Address
- 9981 Canterbury Street Westchester, Illinois, 60154 United States

District information
- Type: Public
- Grades: PreK–8
- NCES District ID: 1741790

Students and staff
- Students: 1,060

Other information
- Website: www.sd925.org

= Westchester Public School District 92½ =

School district in Illinois, United States

Westchester Public School District 92½ is an elementary school district based in the central Cook County village of Westchester, an Illinois suburb of Chicago. The District is composed of three schools: a primary school, an intermediate school, and a middle school; all schools are located within the Village of Westchester District limits. Westchester School District students attend Proviso West High School in Hillside. Westchester residents may apply to Proviso Math & Science Academy in Forest Park.

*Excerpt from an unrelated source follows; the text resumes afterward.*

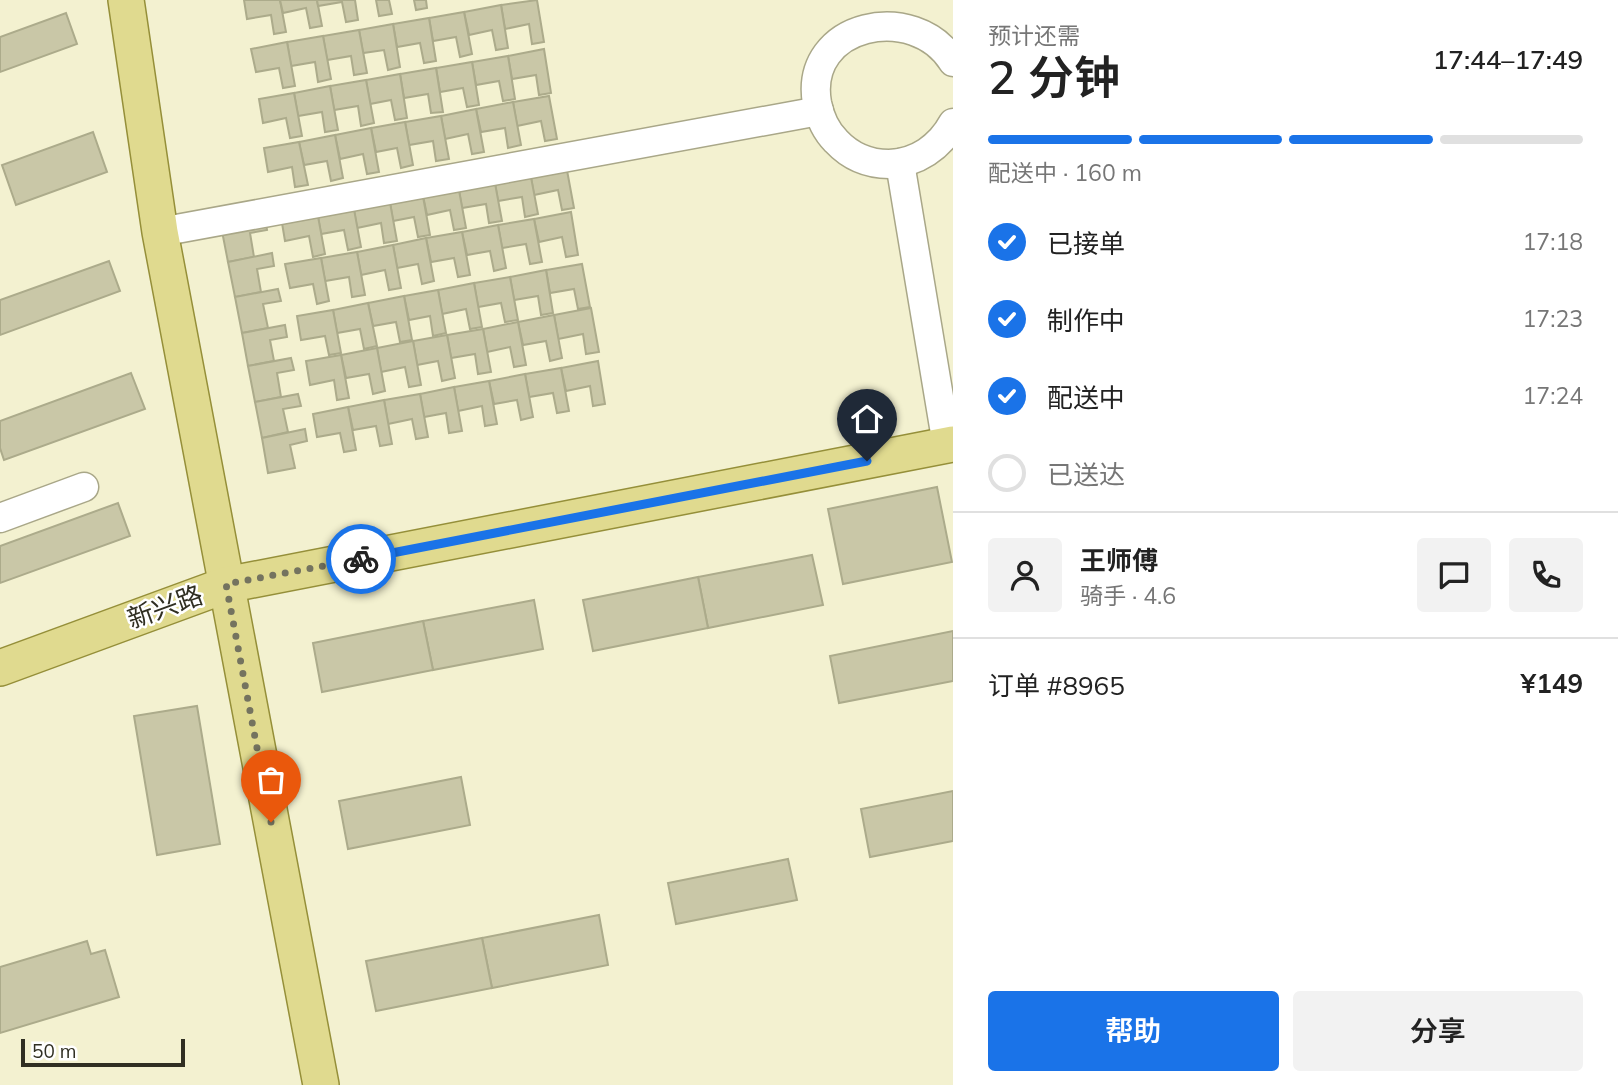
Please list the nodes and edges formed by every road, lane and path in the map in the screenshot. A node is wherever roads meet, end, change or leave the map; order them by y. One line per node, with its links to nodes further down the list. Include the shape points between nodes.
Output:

District students begin their education in Westchester Primary School, which serves pre-kindergarten, half-day kindergarten, first and second grades under direction of Principal Lora Lafin Students in third through fifth grades attend Westchester Intermediate School. Which the principal there is Shawn Barret The last leg of education students experience in the District is at Westchester Middle School students in grades six through eight are educated under direction of Principal Greg Leban and Assistant Principal Kurnain Scott. District 92½'s superintendent is Dr. Philip Salemi and assistant superintendent, Stephanie DelFiacco.